3 gennaio 1925: 90 anni fa lo storico discorso di Mussolini su Matteotti

3 Gen 2015 17:08 - di Antonio Pannullo

Il 3 gennaio 1925 è ricordato come il giorno in cui il fascismo divenne dittatura. Ovviamente non è così. Il celebre discorso che Mussolini tenne alla Camera assumendo su di sé la piena responsabilità dell’omicidio Matteotti, del quale era del tutto all’oscuro, come tre processi dimostrarono, andava in verità in senso contrario, ossia verso una pacificazione nazionale che era ancora ben lungi dall’essere compiuta. L’anno precedente, il 1924, la lista fascista, contrapposta a quella delle sinistre, aveva stravinto le elezioni con il 64 per cento dei voti. Il deputato socialista Giacomo Matteotti aveva messo in dubbio la legittimità di quelle elezioni, per i disordini che ne avevano contraddistinto la campagna elettorale. Tali disordini, secondo i socialisti, avevano favorito il fascismo anziché il contrario. I socialcomunisti però non potevano certo aver dimenticato il famigerato “biennio rosso”, quando la prevaricazione e la violenza erano le uniche armi dei comunisti. Nel 1924 il clima era cambiato di poco, come lo stesso Mussolini ricordò, dati alla mano, in quel discorso di 90 anni fa. Undici fascisti uccisi da avversari politici, migliaia i feriti, violenze continue, certo, da entrambe le parti.
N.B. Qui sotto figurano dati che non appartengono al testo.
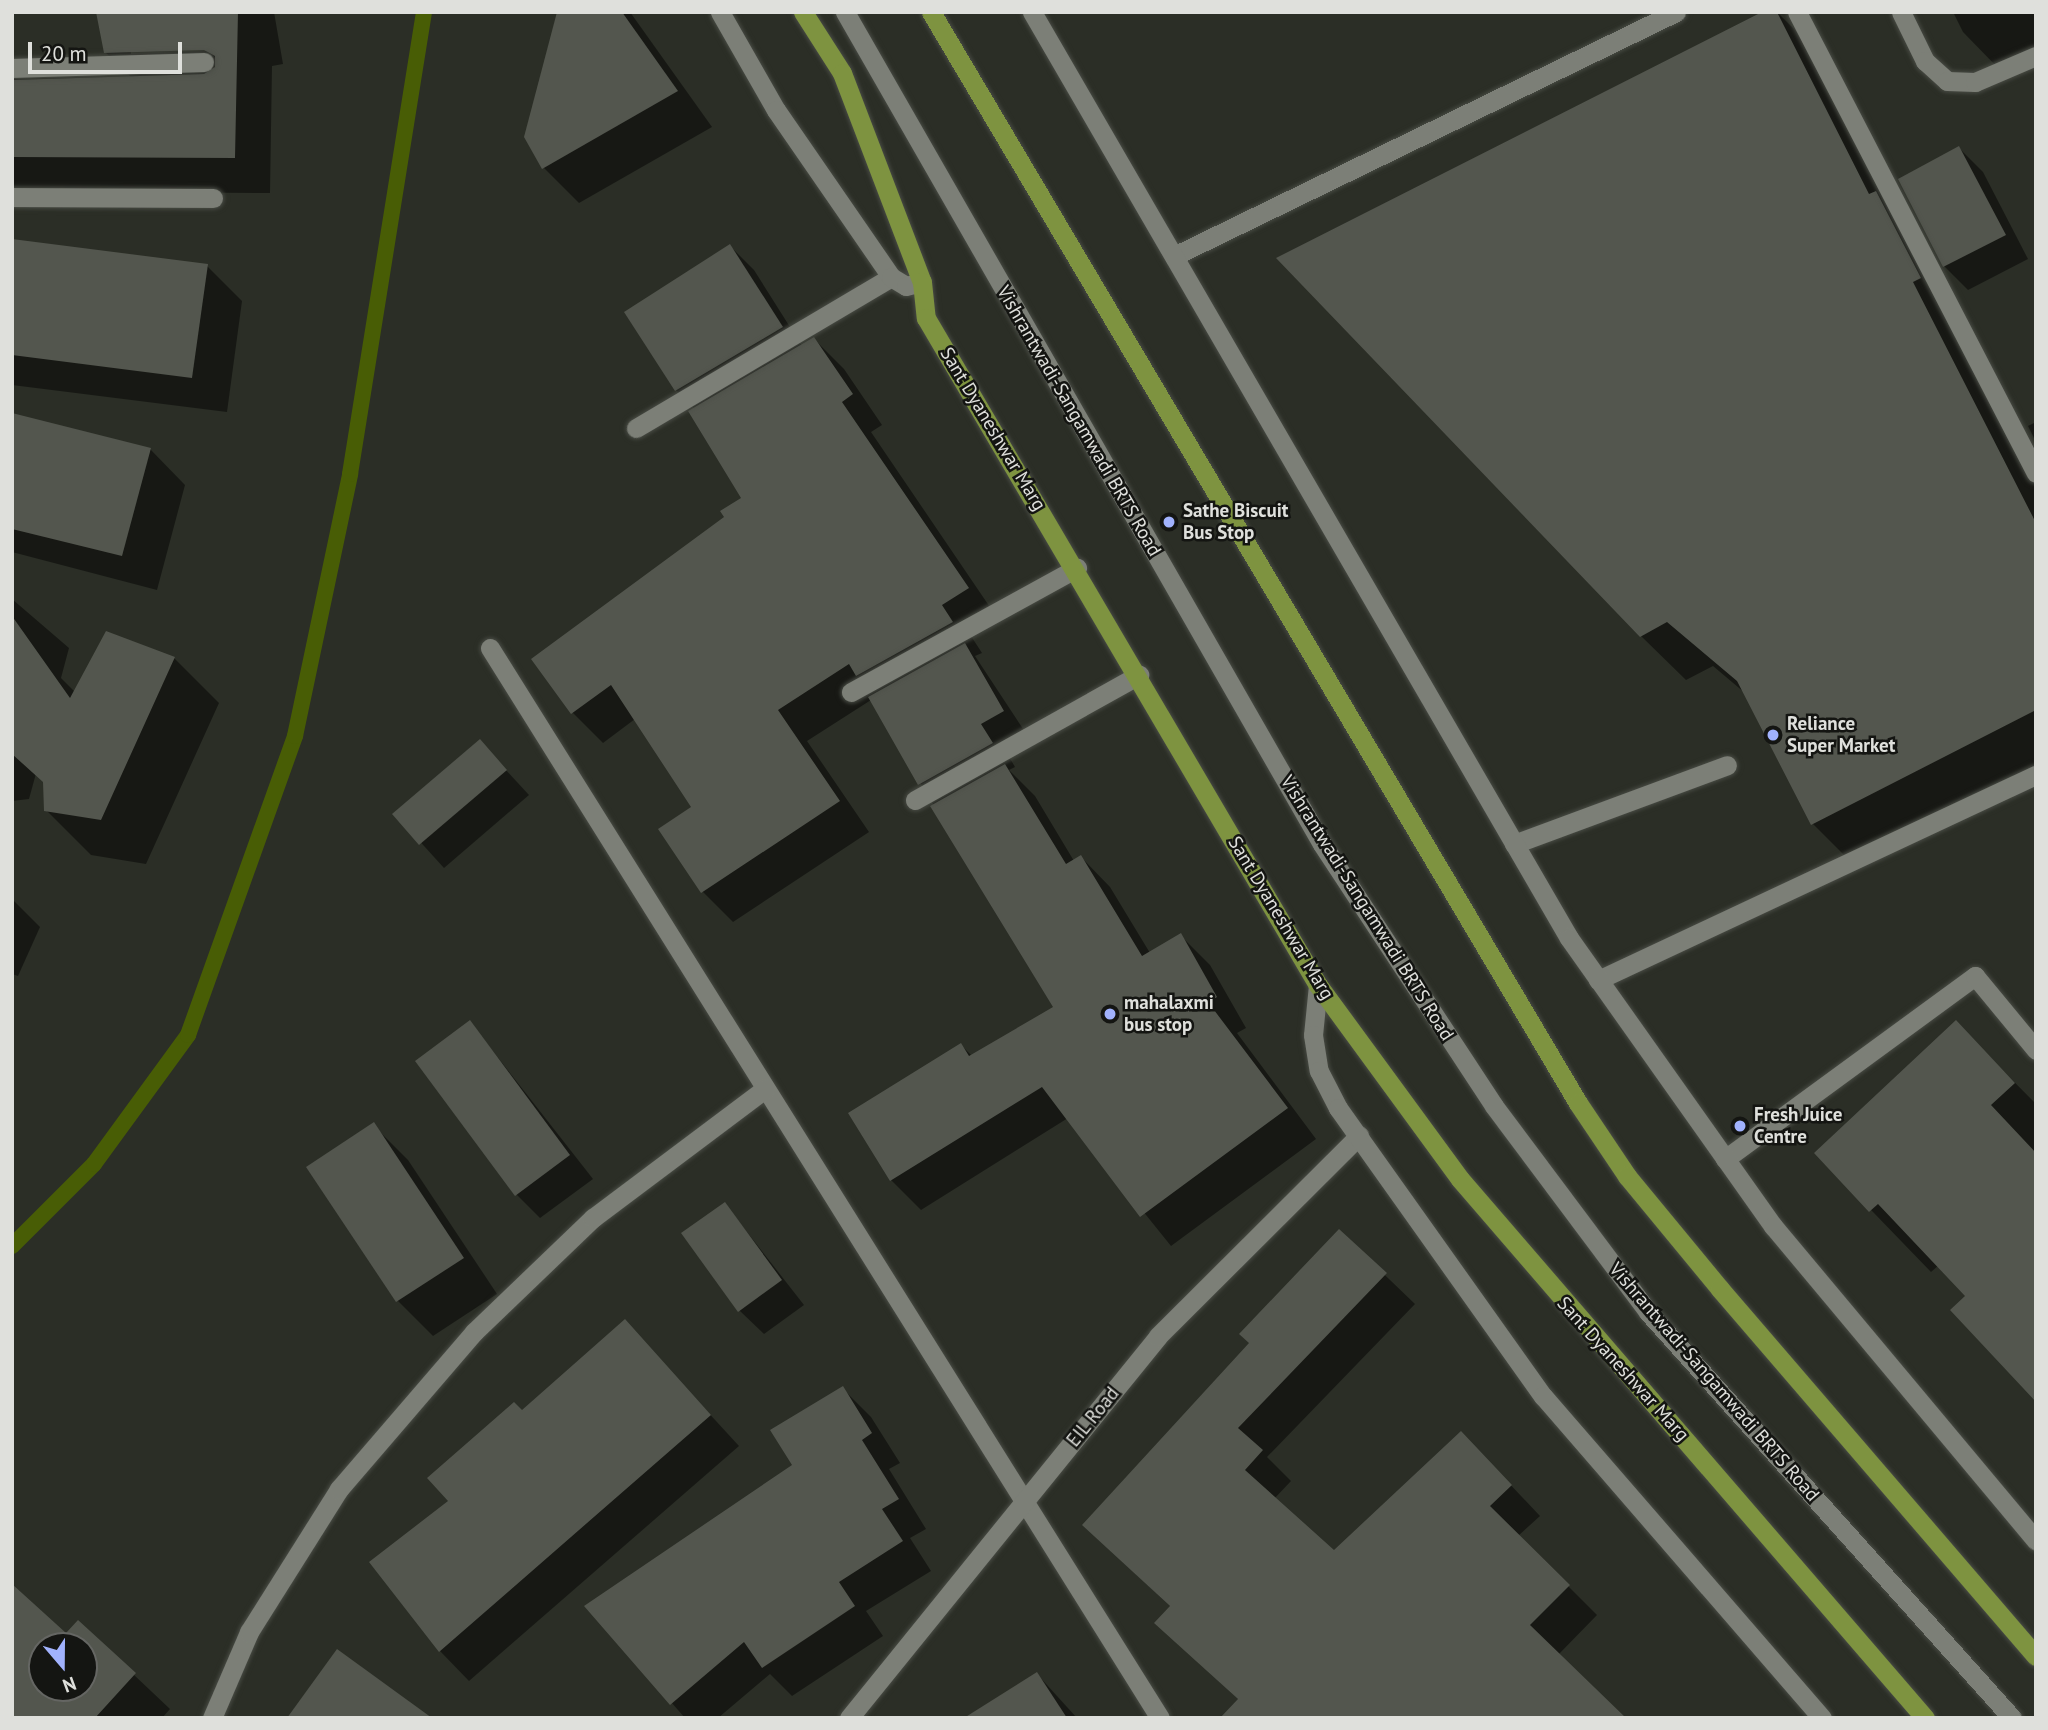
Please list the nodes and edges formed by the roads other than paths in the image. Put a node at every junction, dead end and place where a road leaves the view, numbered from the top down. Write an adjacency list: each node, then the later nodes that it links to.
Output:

Il deputato fu sepolto in fretta e furia

E poi il gravissimo omicidio del deputato Matteotti, che fu sequestrato e ucciso il 10 giugno 1924 da fascisti della polizia politica. Secondo ciò che emerse dai processi, Matteotti, deputato alla sua terza legislatura, fu rapito e trascinato su un’auto, e mentre si divincolava per liberarsi, uno dei fascisti lo accoltellò sotto l’ascella e al torace provocandone la morte. Poi ne seppellirono il corpo in fretta e furia in un bosco in comune di Riano, a pochi chilometri da Roma. Per scavare la fossa utilizzarono il cric dell’auto, e nel processo l’avvocato difensore Roberto Farinacci interpretò questa circostanza come una chiara mancanza di premeditazione: infatti, se avessero programmato l’omicidio, avrebbero almeno portato una pala. E in effetti gli assassini furono condannati per omicidio preterintenzionale. Mussolini, informato dell’omicidio l’11 giugno, interpretò subito lo sdegno e la commozione del governo e del parlamento. Il corpo di Matteotti fu ritrovato per caso da un uomo con un cane il 16 agosto. Mussolini ordinò a Federzoni, ministro dell’Interno, di far celebrare i funerali di Stato a Fratta Polesine, paese del quale il deputato socialista era originario. Quello che successe dopo è storia nota: l’Aventino, ossia l’uscita dell’opposizione dall’aula, i mesi di violente tensioni di piazza, le riforme fasciste tra cui, pensate un po’, quella sull’obbligo per i giornali di avere un direttore responsabile.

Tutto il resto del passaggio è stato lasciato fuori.